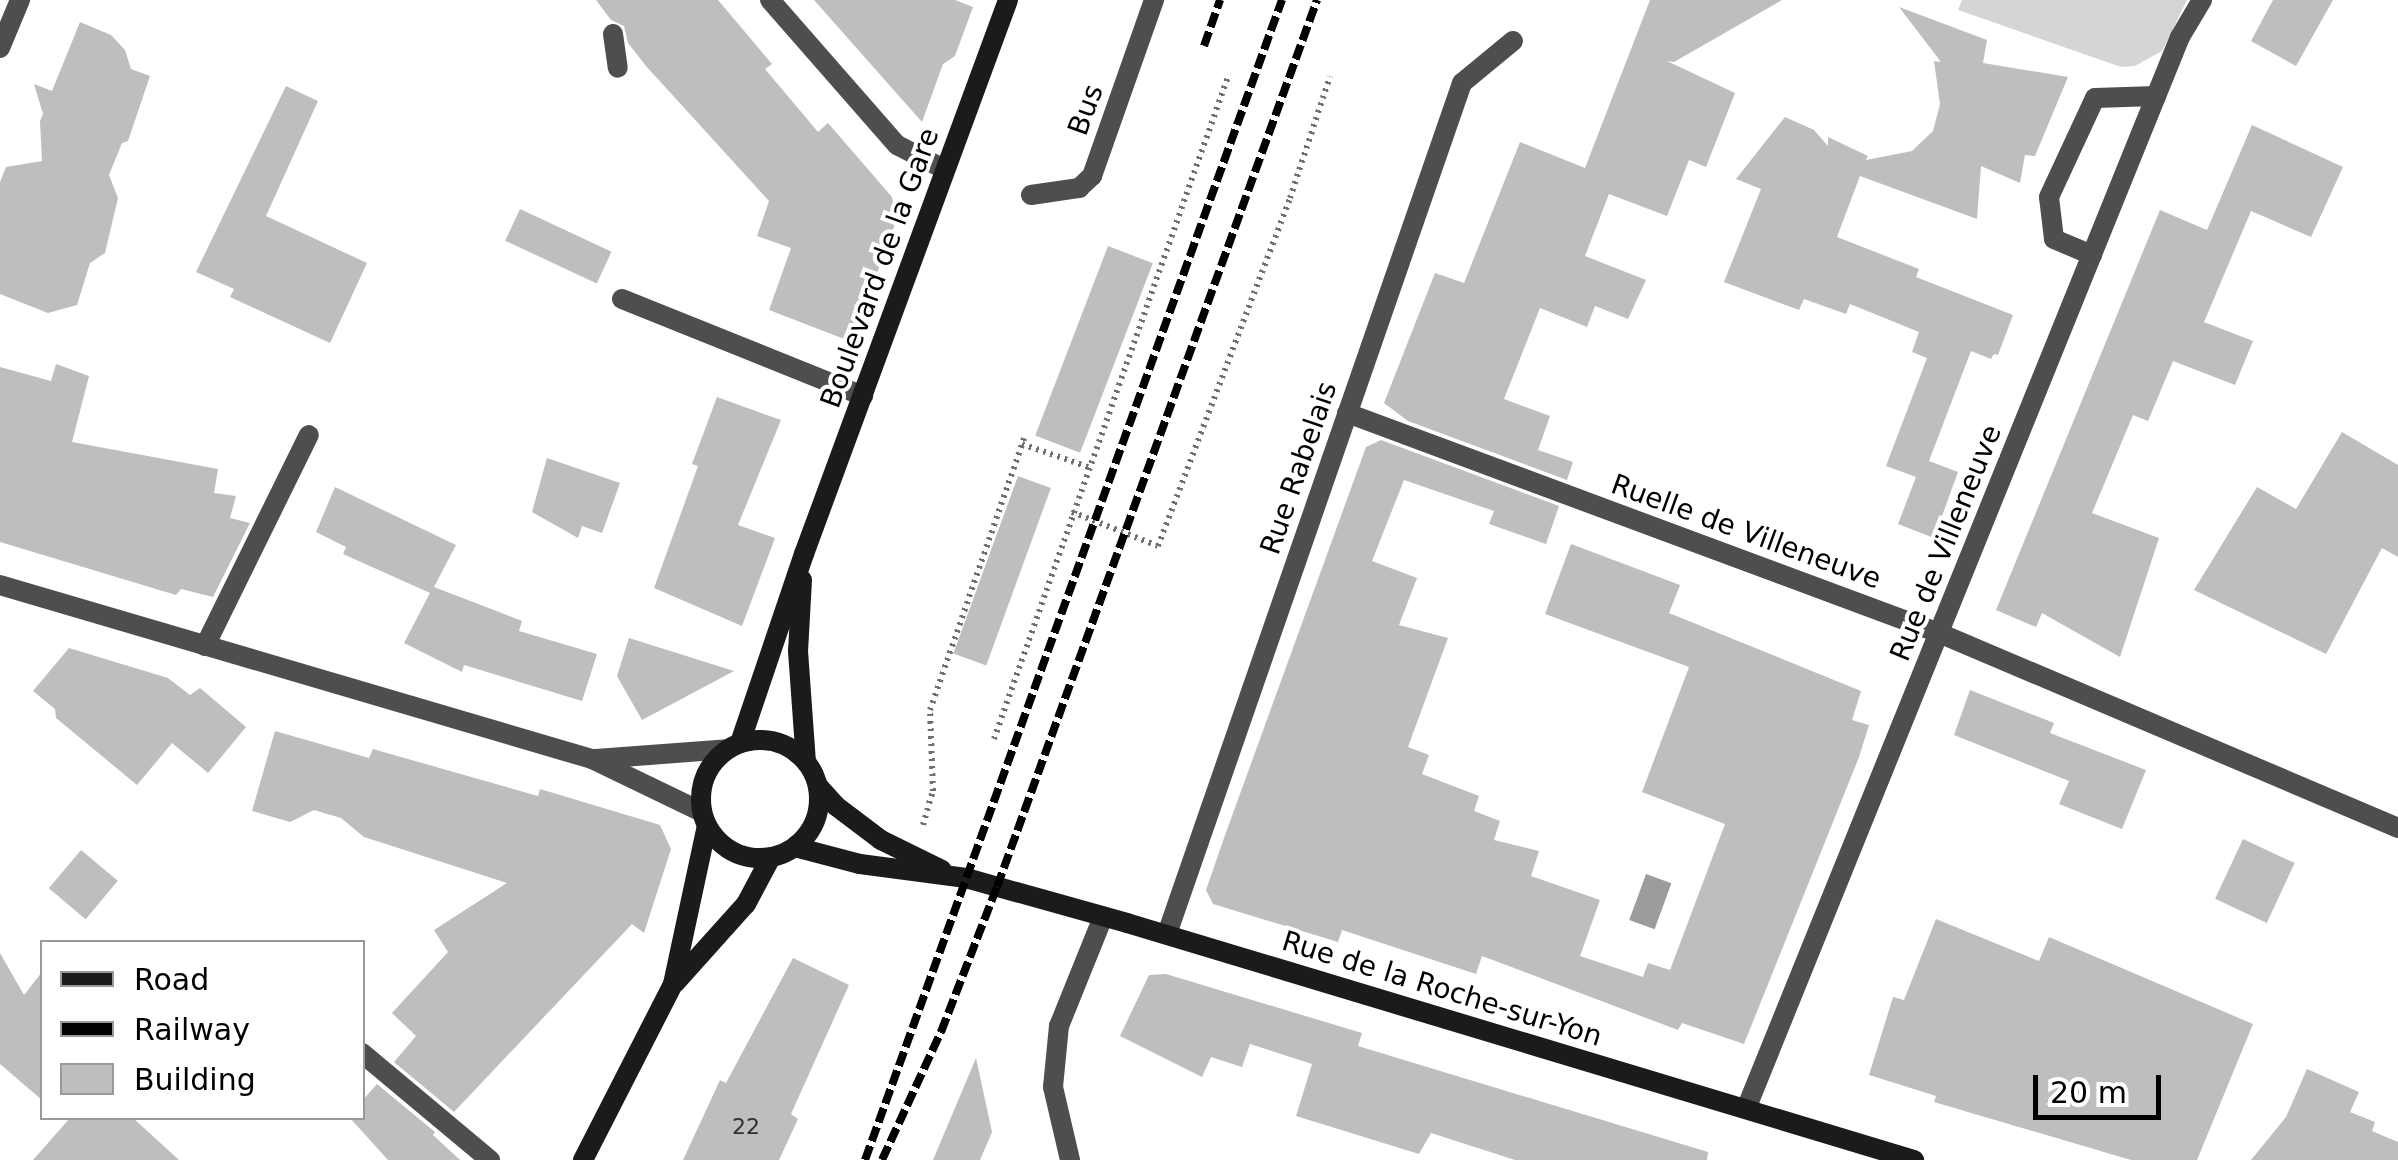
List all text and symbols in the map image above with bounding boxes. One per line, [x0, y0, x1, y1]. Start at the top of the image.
street label: Bus [1061, 80, 1111, 140]
street label: Boulevard de la Gare [814, 124, 946, 412]
street label: Rue Rabelais [1254, 377, 1344, 559]
street label: Rue de Villeneuve [1883, 420, 2009, 666]
street label: Ruelle de Villeneuve [1607, 468, 1885, 596]
street label: Rue de la Roche-sur-Yon [1278, 924, 1606, 1054]
legend [40, 940, 365, 1120]
text: Road [134, 962, 209, 997]
text: Railway [134, 1012, 250, 1047]
scale bar [2038, 1055, 2166, 1117]
text: Building [134, 1062, 256, 1097]
text: 20 m [2050, 1075, 2127, 1110]
house number: 22 [732, 1114, 760, 1140]

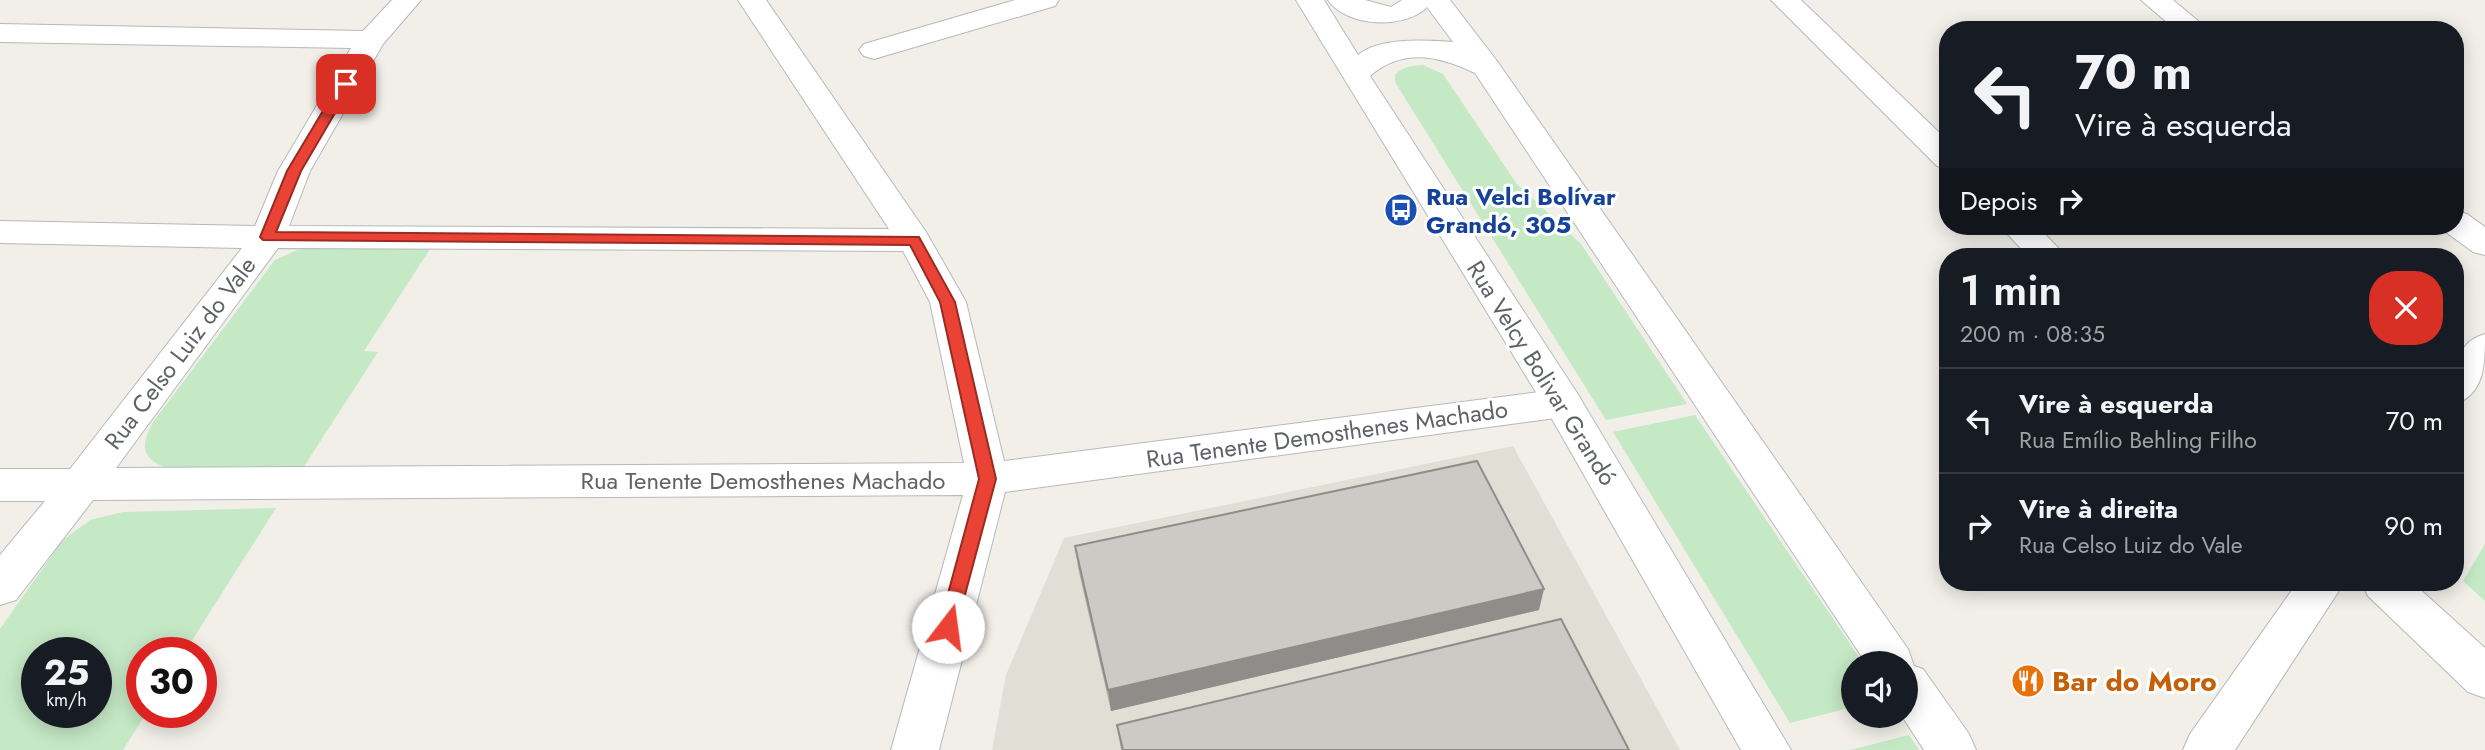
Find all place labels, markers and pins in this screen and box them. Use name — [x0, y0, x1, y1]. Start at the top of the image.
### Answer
pin — [316, 54, 376, 114]
place label: Rua Velci Bolívar Grandó, 305 — [1426, 179, 1616, 242]
bus stop icon: Rua Velci Bolívar Grandó, 305 — [1382, 191, 1420, 229]
place label: Bar do Moro — [2052, 661, 2217, 702]
restaurant icon: Bar do Moro — [2009, 662, 2047, 700]

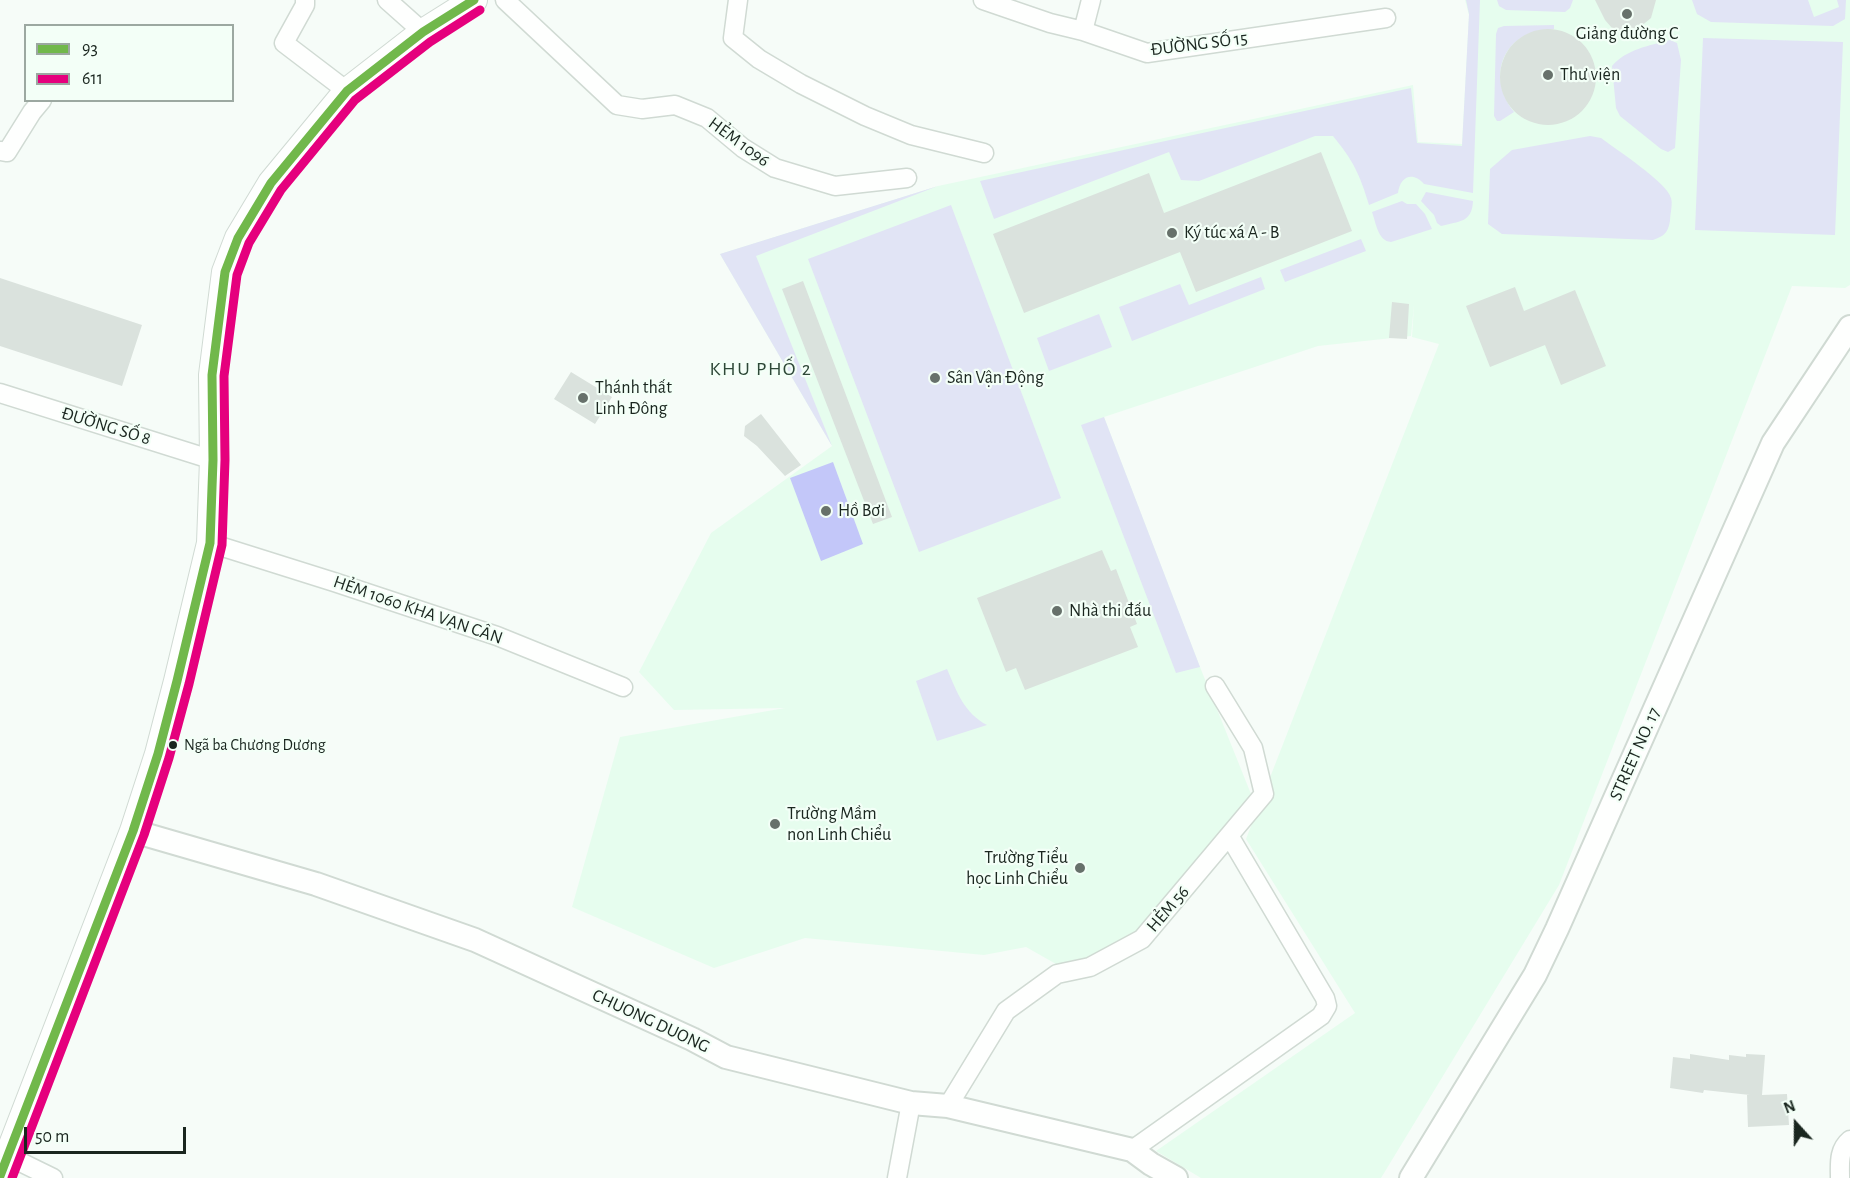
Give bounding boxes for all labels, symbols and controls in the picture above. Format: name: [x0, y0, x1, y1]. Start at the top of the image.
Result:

**********

— TASK REQUIREMENTS —
Output each line of the listing in which the string "name" is found.

— RESULT FOR THIS TASK —
Find all place labels, markers and pins in this screen and box them. Use name — [x0, y0, x1, y1]. Start at the top of the image.
Give bounding boxes for all labels, symbols and controls in the picture above. Format: name: [x0, y0, x1, y1]. Start at the top of the image.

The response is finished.